▶ [Activity]
Pictures appear among the records. Write out all else exactly as it stands.
[Dataset entries Boundary: Start]
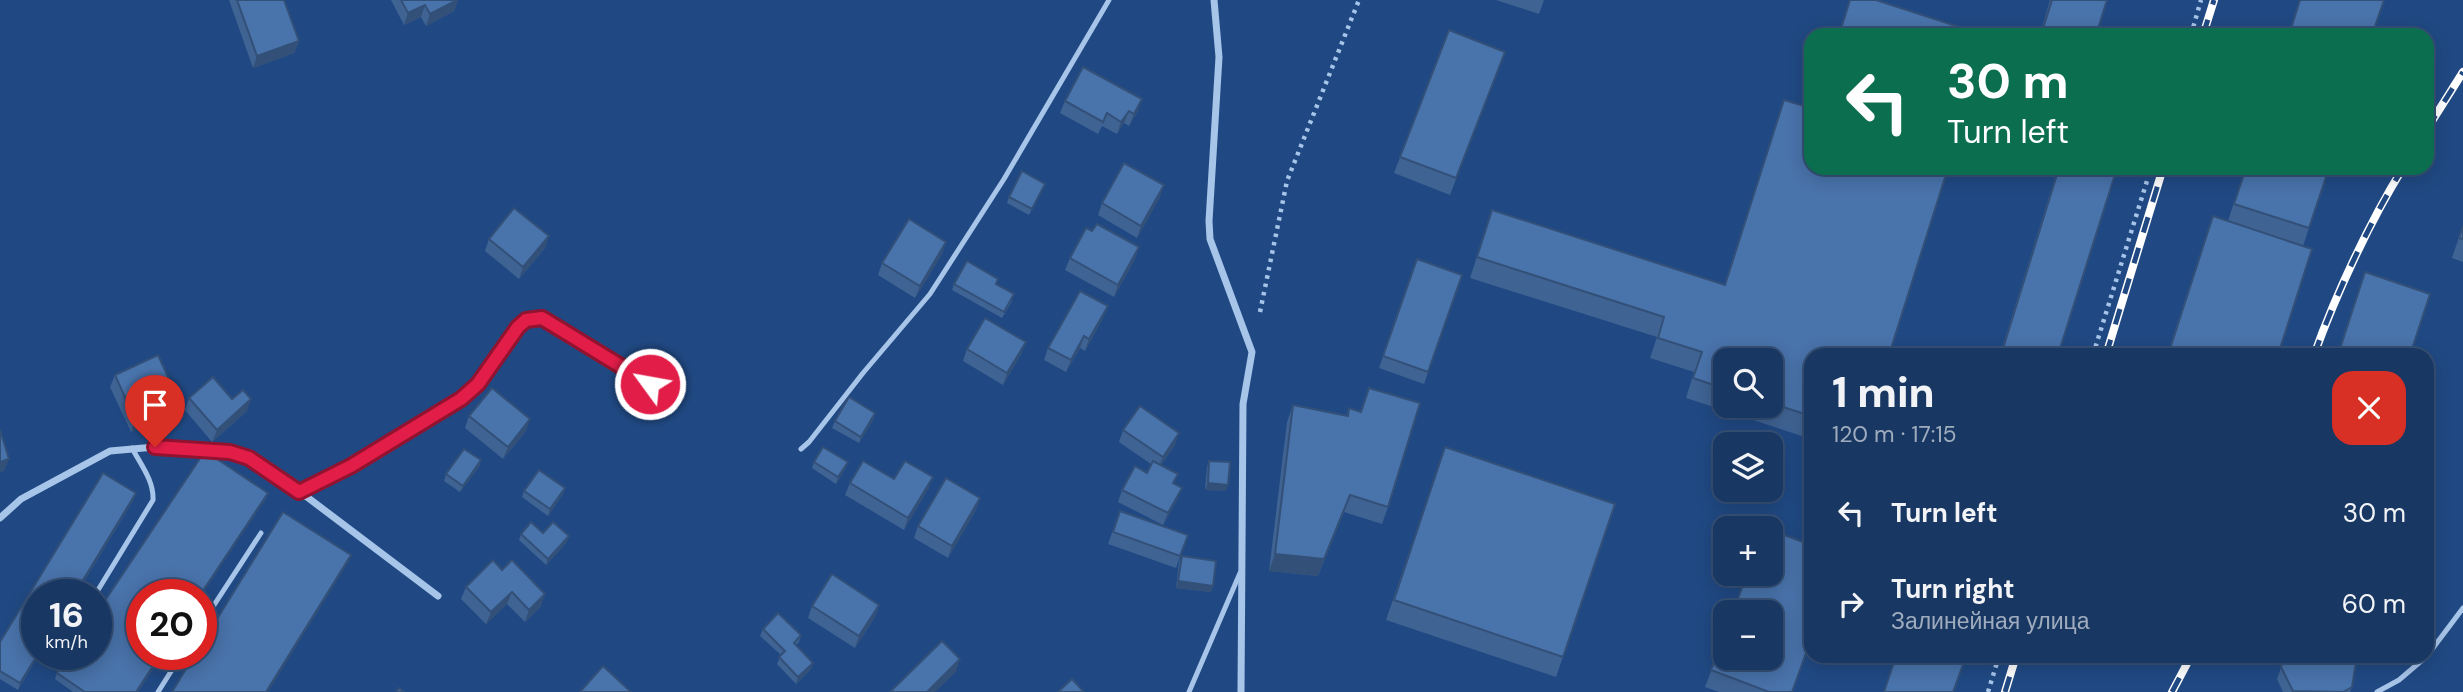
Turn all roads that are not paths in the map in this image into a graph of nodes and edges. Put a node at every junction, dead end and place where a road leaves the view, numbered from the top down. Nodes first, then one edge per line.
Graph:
1 (1109, 0) edge
2 (1214, 0) edge
3 (650, 384) dead end
4 (132, 448) junction
5 (801, 449) dead end
6 (299, 492) junction
7 (0, 518) edge
8 (261, 533) dead end
9 (1242, 569) junction
10 (105, 579) edge
11 (438, 596) dead end
12 (217, 600) edge
13 (2463, 608) edge
14 (2434, 647) edge
15 (2419, 663) edge
16 (172, 670) edge
17 (158, 692) edge
18 (1189, 692) edge
19 (1241, 692) edge
20 (2377, 692) edge

1 - 5 lane
2 - 9 street
3 - 6 lane
4 - 6 street
4 - 7 street
4 - 10 lane
6 - 11 street
8 - 12 lane
9 - 18 lane
9 - 19 street
13 - 14 lane
15 - 20 lane
16 - 17 lane

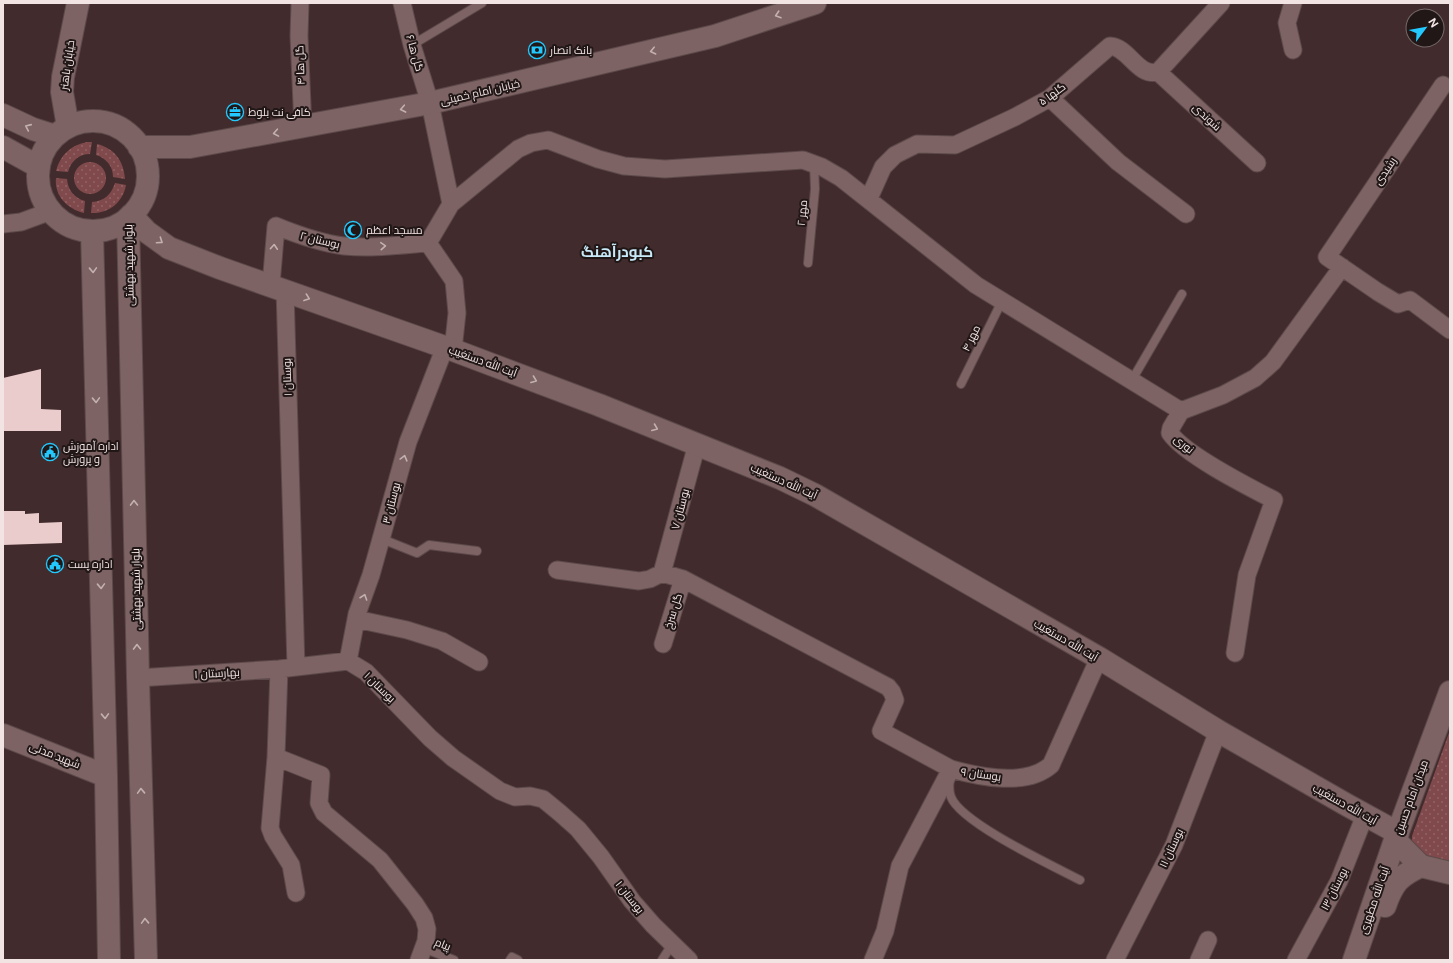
[Dataset entries Boundary: End]
▶ [Reply]
Turn all roads that are not paths in the map in this image into a graph of nodes and edges. Put a node at every junction, dead end and place where a road leaves the view, numbered from the top down. Nodes first, then one edge per line.
Graph:
1 (1109, 0) edge
2 (1214, 0) edge
3 (650, 384) dead end
4 (132, 448) junction
5 (801, 449) dead end
6 (299, 492) junction
7 (0, 518) edge
8 (261, 533) dead end
9 (1242, 569) junction
10 (105, 579) edge
11 (438, 596) dead end
12 (217, 600) edge
13 (2463, 608) edge
14 (2434, 647) edge
15 (2419, 663) edge
16 (172, 670) edge
17 (158, 692) edge
18 (1189, 692) edge
19 (1241, 692) edge
20 (2377, 692) edge

1 - 5 lane
2 - 9 street
3 - 6 lane
4 - 6 street
4 - 7 street
4 - 10 lane
6 - 11 street
8 - 12 lane
9 - 18 lane
9 - 19 street
13 - 14 lane
15 - 20 lane
16 - 17 lane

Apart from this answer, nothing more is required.